Jackson says all lakes have been stocked heavily with rainbow trout in preparation for the big opener. Overall, anglers should expect good to excellent fishing for yearling and carryover trout. Catch rates should be around three to four fish per angler at most or all of the opening day lakes.
"Anglers fishing opening day at Warden Lake the last two years have averaged 3.5 fish each," Jackson said. "Warden Lake should fish well again on the opener for fry origin and catchable rainbow trout, now ranging from 11 to 13 inches in length. Carryovers averaged 11.5 percent of the total trout checked in the creel during the last two years and ranged from 15 to 18 inches in length. Hopefully, this trend will occur again for the upcoming opener. Tiger trout are also planted in Warden Lake and should run 12-20 inches by the opener."
South Warden Lake is a much smaller water body at just 24 acres, Jackson says, and those interested in fishing it must make a short hike to the lake from the access site at the south end of Warden Lake. Rainbow trout fry stocked in the spring should average around 12 inches in length. South Warden Lake is best fished from a small hand-carried boat or float tube, but shore fishing can be effective as well.
"Since they were rehabilitated in 2006, Park and Blue lakes have been fishing quite well the past couple years," Jackson said. "Anglers fishing these lakes in 2008 and 2009 averaged near limits of trout, and I expect them to be good again this opening day with three to four trout per angler. Boat anglers usually have higher success than shore anglers at both lakes. Yearling rainbow trout should average a very robust 12 inches with carryovers being at least 15 inches. To sweeten the pot, we’ll be adding a small number of 15 to 20-inch triploid rainbow trout just prior to opening day."

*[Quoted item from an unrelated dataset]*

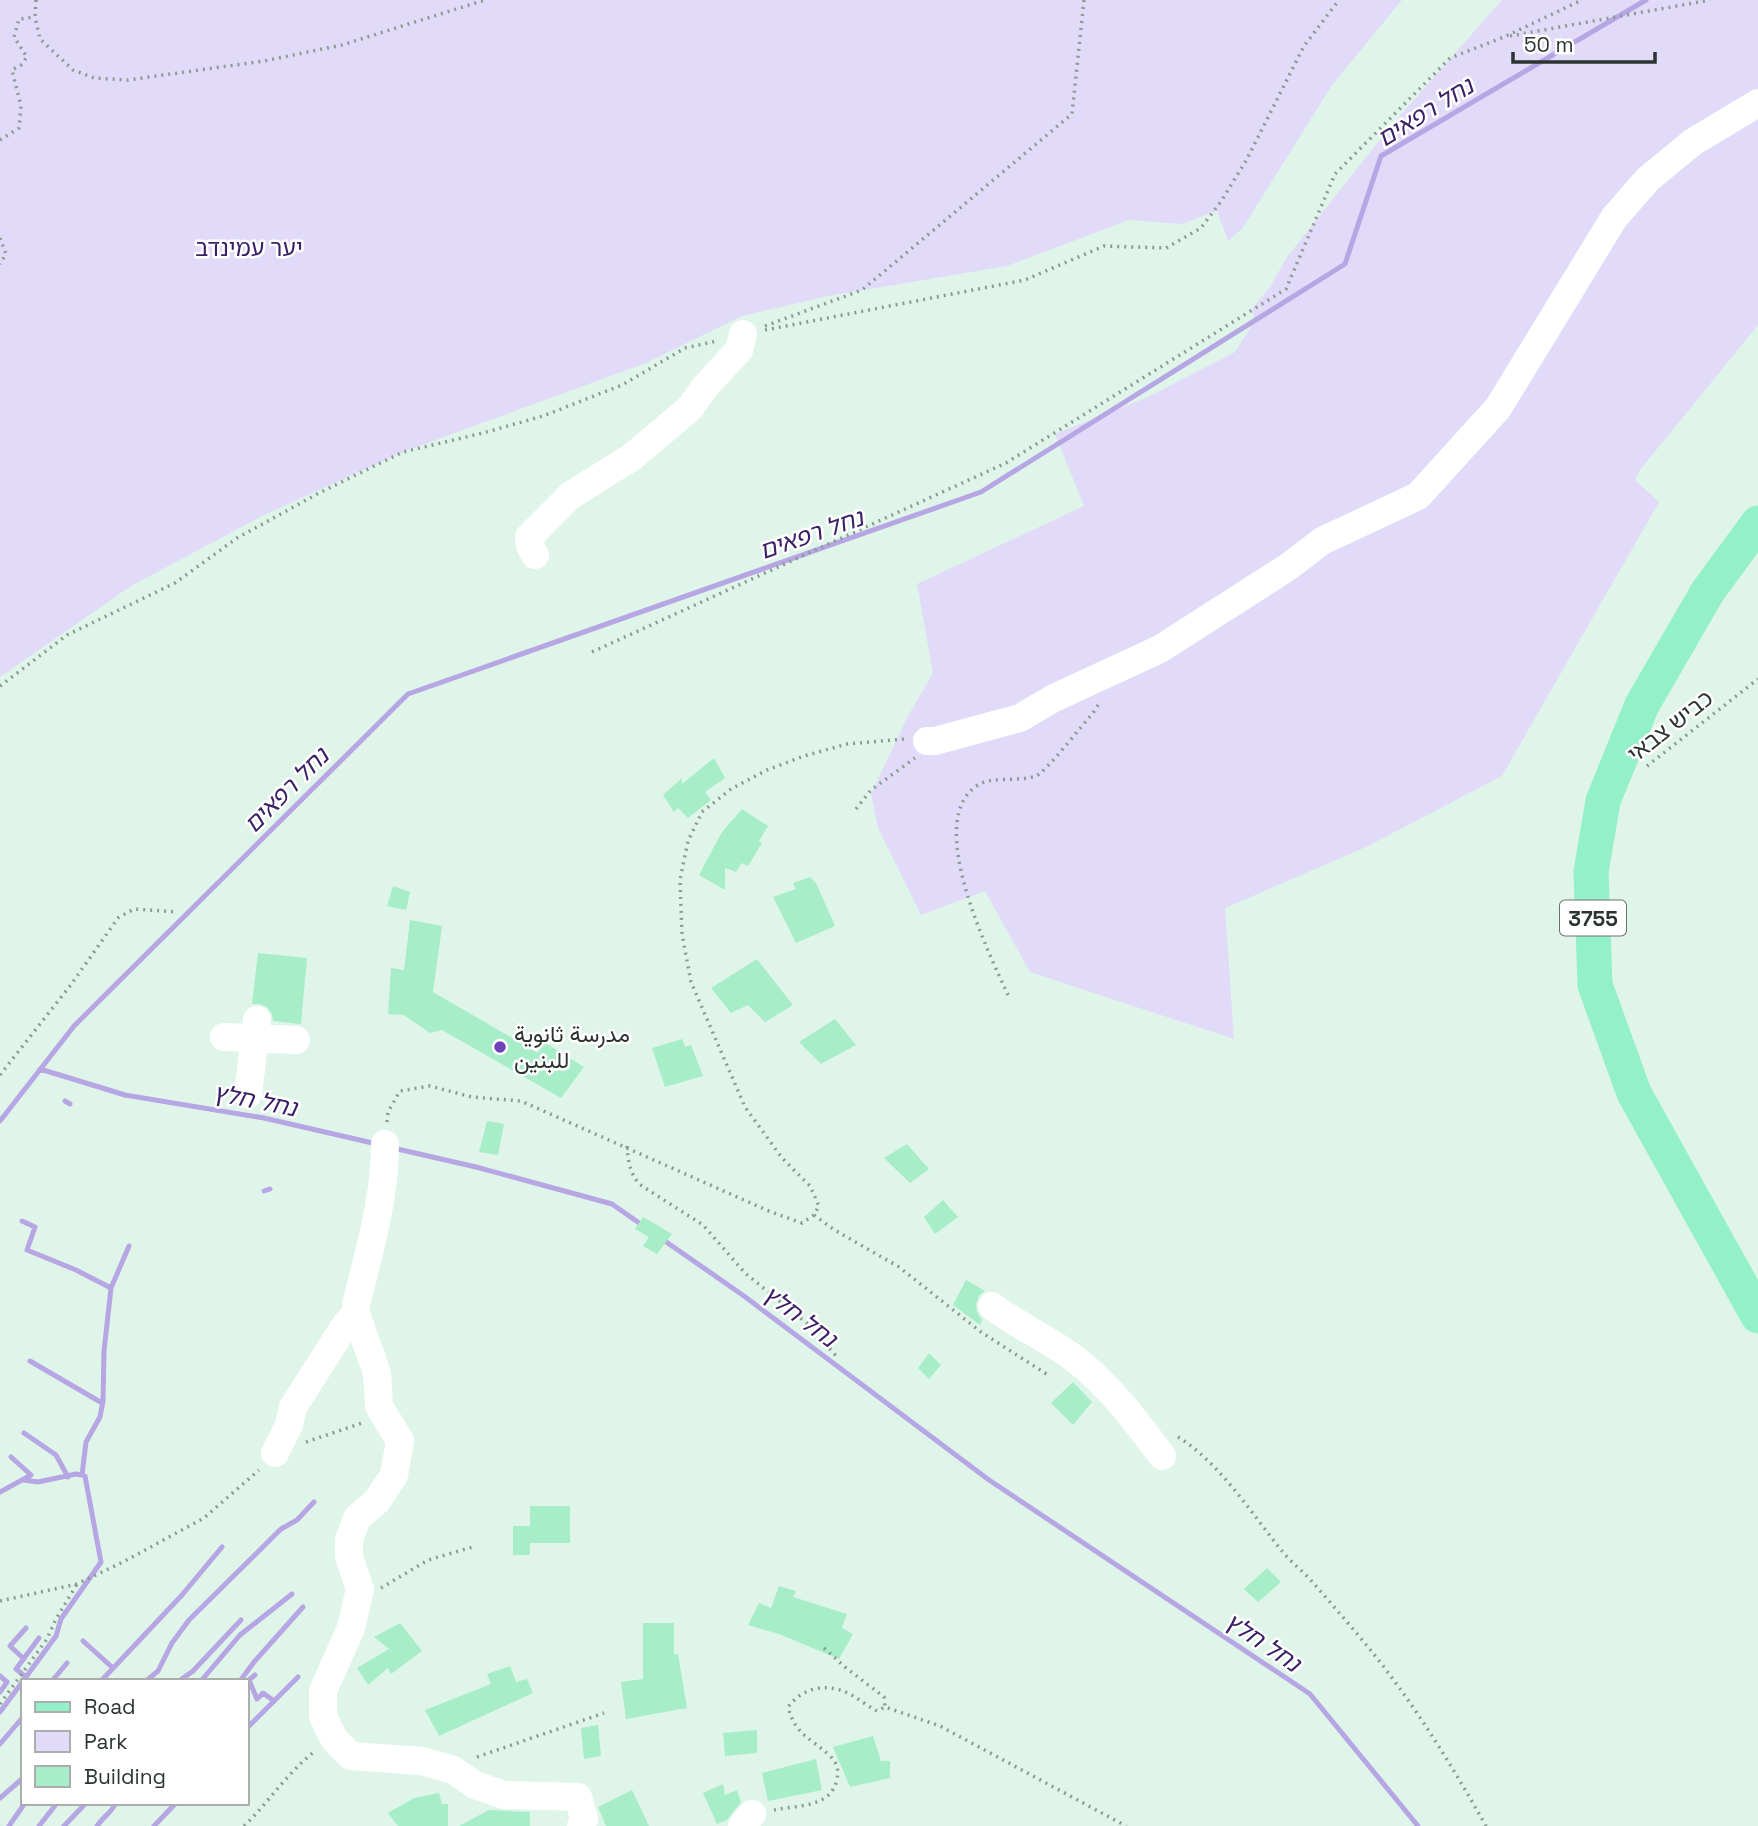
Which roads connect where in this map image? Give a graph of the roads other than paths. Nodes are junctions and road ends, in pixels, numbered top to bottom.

Jackson says Deep Lake is probably the region’s most unpredictable late April opening fishery.
"For some unknown reason," he said, "Deep Lake anglers either average near limits of trout or less than one trout per angler. Hopefully, anglers fishing Deep Lake this year will experience excellent fishing for fry origin and catchable rainbow trout ranging from 11 to 13 inches."

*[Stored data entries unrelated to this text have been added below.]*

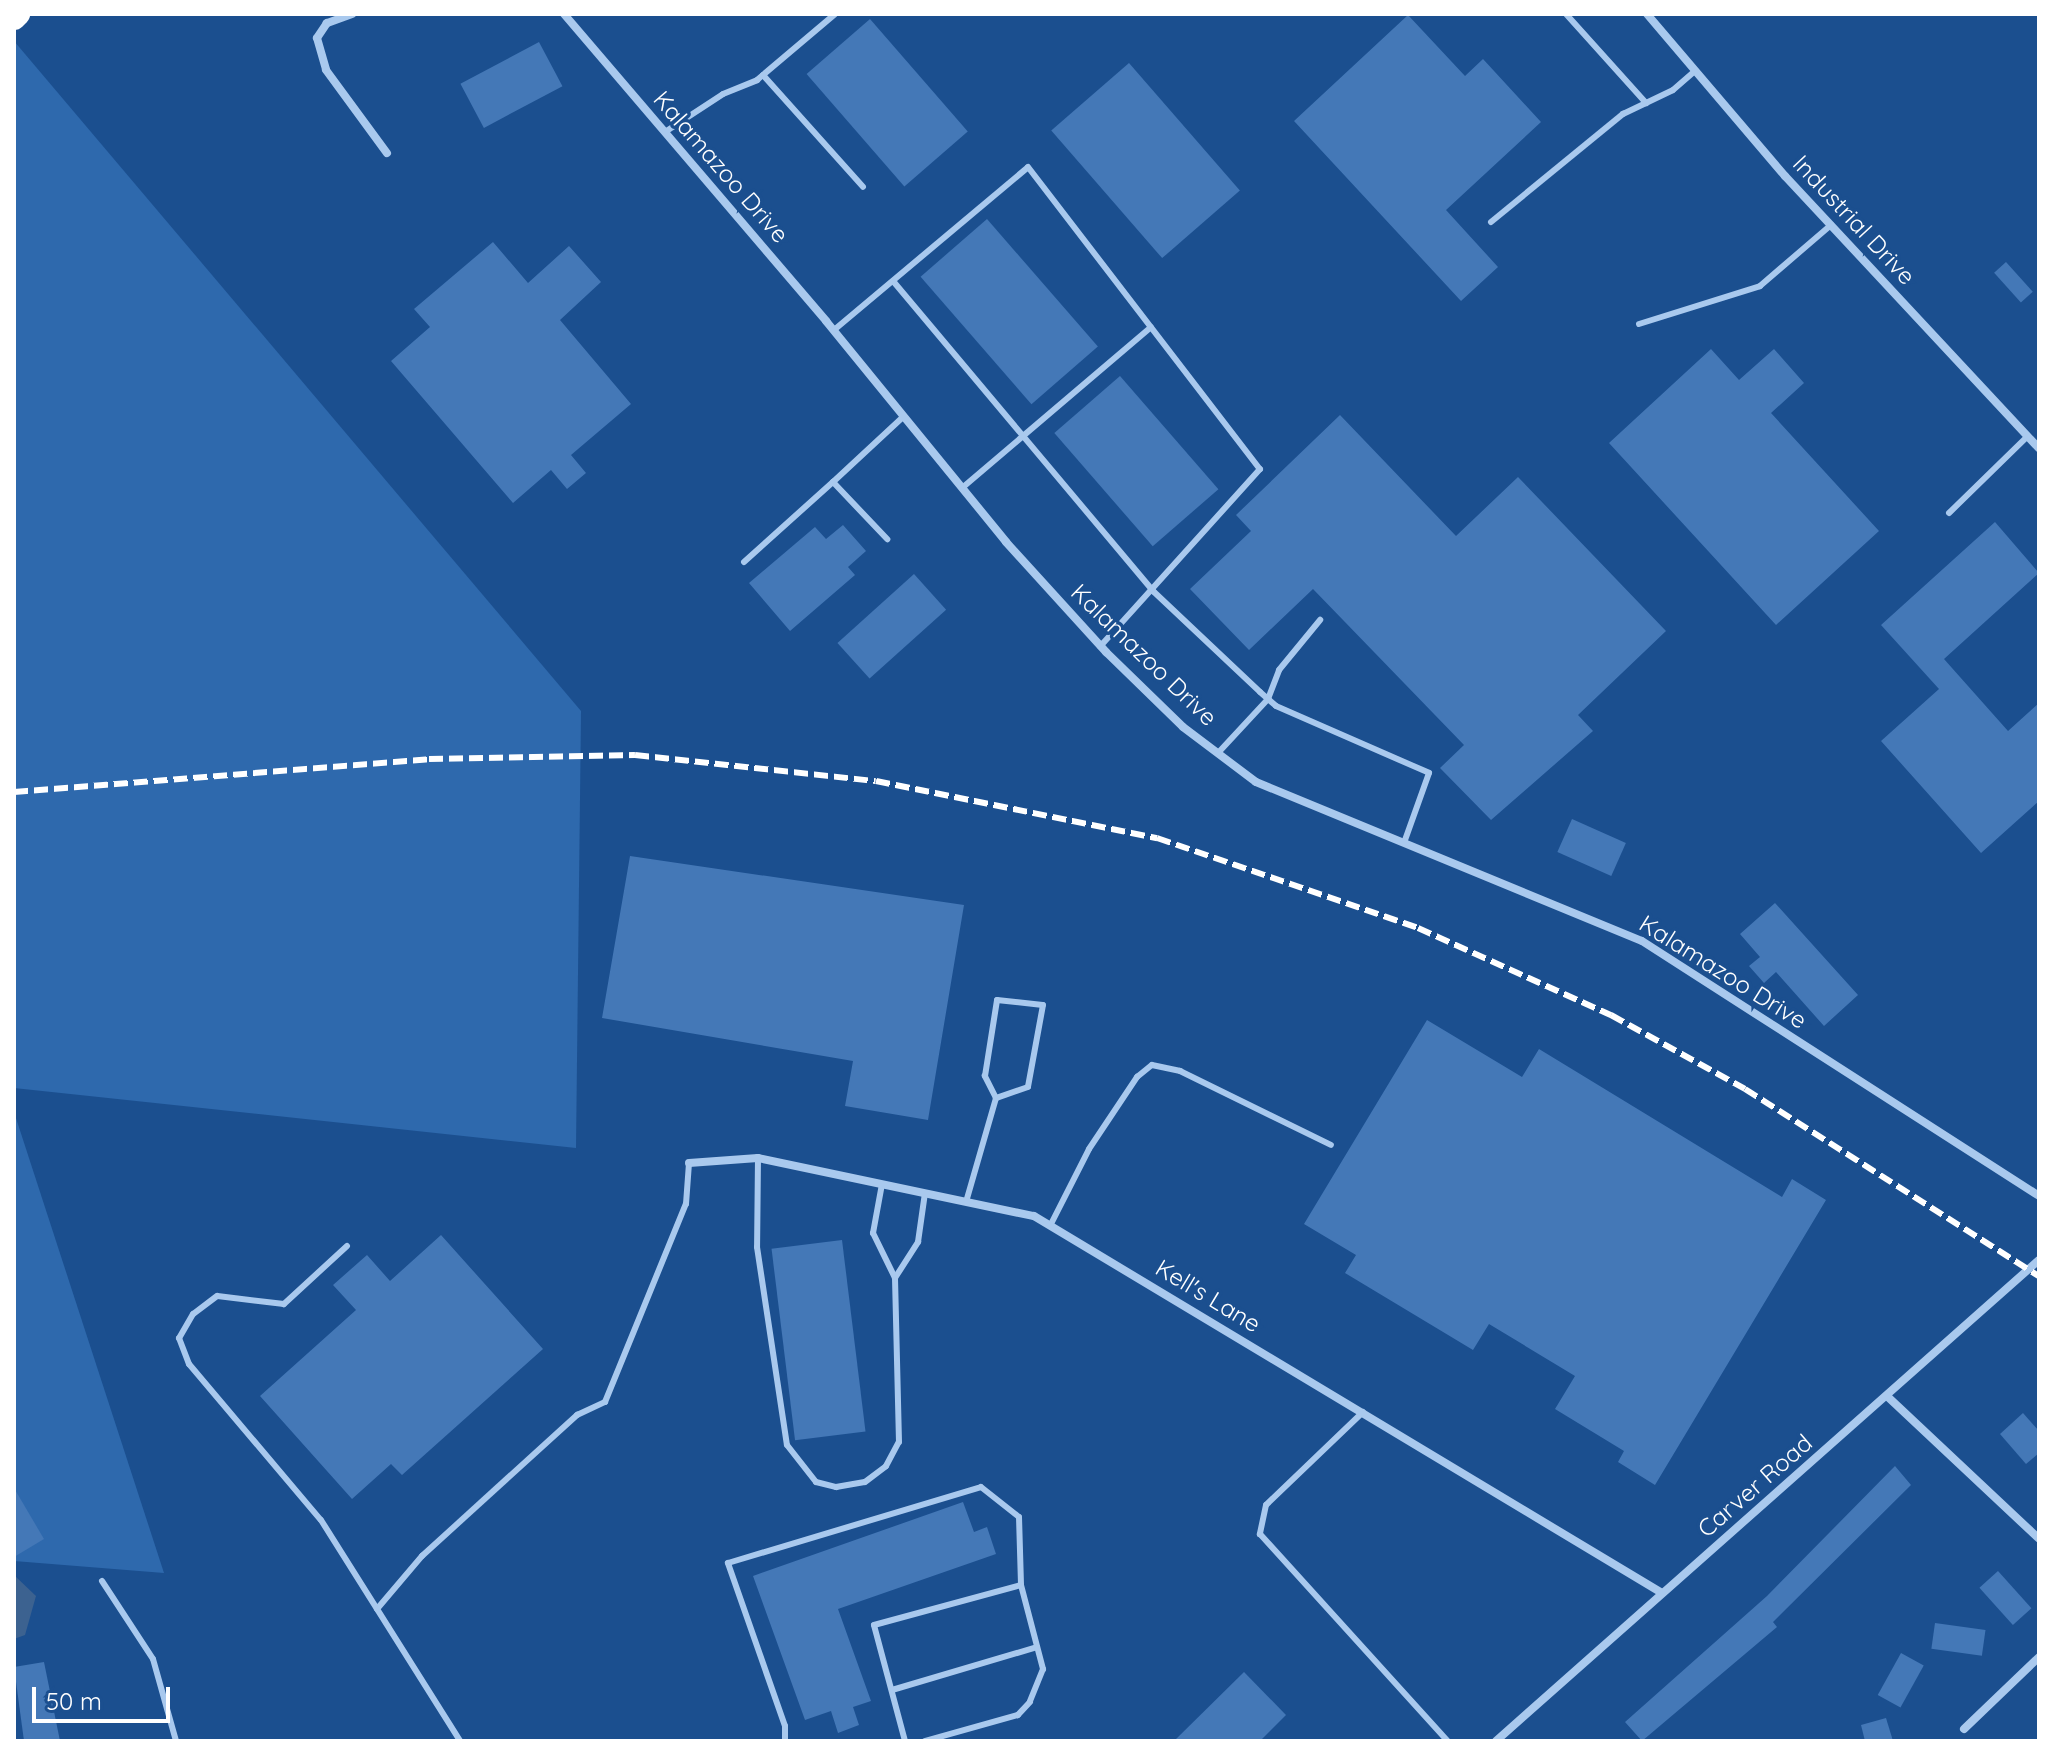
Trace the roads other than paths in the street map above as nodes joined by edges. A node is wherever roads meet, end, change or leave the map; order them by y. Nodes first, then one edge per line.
1 (352, 14) edge
2 (564, 14) edge
3 (835, 14) edge
4 (1566, 14) edge
5 (1663, 14) edge
6 (1650, 18) edge
7 (1695, 71) junction
8 (763, 75) junction
9 (1646, 103) junction
10 (665, 132) junction
11 (387, 153) dead end
12 (863, 187) dead end
13 (1491, 222) dead end
14 (1831, 225) junction
15 (893, 281) junction
16 (1639, 324) dead end
17 (1151, 327) junction
18 (834, 330) junction
19 (904, 416) junction
20 (2028, 436) junction
21 (1026, 438) junction
22 (2039, 448) edge
23 (833, 482) junction
24 (962, 488) junction
25 (1949, 513) dead end
26 (887, 539) dead end
27 (744, 562) dead end
28 (1153, 591) junction
29 (1320, 620) dead end
30 (1100, 647) junction
31 (1268, 699) junction
32 (1218, 753) junction
33 (1404, 843) junction
34 (996, 1098) junction
35 (1331, 1145) dead end
36 (758, 1158) junction
37 (689, 1163) joint
38 (882, 1184) junction
39 (925, 1193) junction
40 (2039, 1196) edge
41 (966, 1202) junction
42 (1050, 1226) junction
43 (347, 1246) dead end
44 (2039, 1260) edge
45 (895, 1278) junction
46 (1888, 1397) junction
47 (1363, 1412) junction
48 (2039, 1539) edge
49 (102, 1581) dead end
50 (1021, 1585) junction
51 (1662, 1593) junction
52 (377, 1609) junction
53 (1037, 1647) junction
54 (2039, 1657) edge
55 (892, 1690) junction
56 (1964, 1729) dead end
57 (176, 1741) edge
58 (460, 1741) edge
59 (785, 1741) edge
60 (905, 1741) edge
61 (925, 1741) edge
62 (1448, 1741) edge
63 (1496, 1741) edge

1 - 11 street
2 - 10 street, Kalamazoo Drive
3 - 8 lane
4 - 9 lane
5 - 6 lane
6 - 7 street, Industrial Drive
7 - 9 lane
7 - 14 street, Industrial Drive
8 - 10 lane
8 - 12 lane
9 - 13 lane
10 - 18 street, Kalamazoo Drive
14 - 16 lane
14 - 20 street, Industrial Drive
15 - 17 lane
15 - 18 lane
15 - 21 lane
17 - 21 lane
17 - 28 lane
18 - 19 street, Kalamazoo Drive
19 - 23 lane
19 - 24 street, Kalamazoo Drive
20 - 22 street, Industrial Drive
20 - 25 lane
21 - 24 lane
21 - 28 lane
23 - 26 lane
23 - 27 lane
24 - 30 street, Kalamazoo Drive
28 - 30 lane
28 - 31 lane
29 - 31 lane
30 - 32 street, Kalamazoo Drive
31 - 32 lane
31 - 33 lane
32 - 33 street, Kalamazoo Drive
33 - 40 street, Kalamazoo Drive
34 - 34 lane
34 - 41 lane
35 - 42 lane
36 - 37 street, Kell's Lane
36 - 38 street, Kell's Lane
36 - 45 lane
37 - 52 lane
38 - 39 street, Kell's Lane
38 - 45 lane
39 - 41 street, Kell's Lane
39 - 45 lane
41 - 42 street, Kell's Lane
42 - 47 street, Kell's Lane
43 - 52 lane
44 - 46 street, Carver Road
46 - 48 street
46 - 51 street, Carver Road
47 - 51 street, Kell's Lane
47 - 62 lane
49 - 57 lane
50 - 53 lane
50 - 55 lane
50 - 59 lane
51 - 63 street, Carver Road
52 - 58 lane
53 - 55 lane
53 - 61 lane
54 - 56 street
55 - 60 lane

Jackson noted an extra 2,500 catchable rainbow trout and 221 triploids will be planted into Deep Lake just prior to opening day. A total of 5,000 rainbow trout fry and 7,500 catchables were already stocked, plus 40,000 kokanee fry.
"Kokanee can be anywhere from 12 to 16-plus inches," Jackson said, "and they’ll take many of the same fishing gears used to catch rainbow trout. However, the better kokanee fishing usually occurs later in the spring through summer from June through August."
Perch and Vic Meyers lakes are usually pretty constant producers on opening day, Jackson says, both averaging three to four fish per angler. Both are mostly fished from shore, although small hand-carried boats or floats can be used. Yearling trout caught at both fry-stocked lakes usually average around 12 inches in length. The catch rate for carryover trout of 15 inches or greater is considerably better at Vic Meyers Lake.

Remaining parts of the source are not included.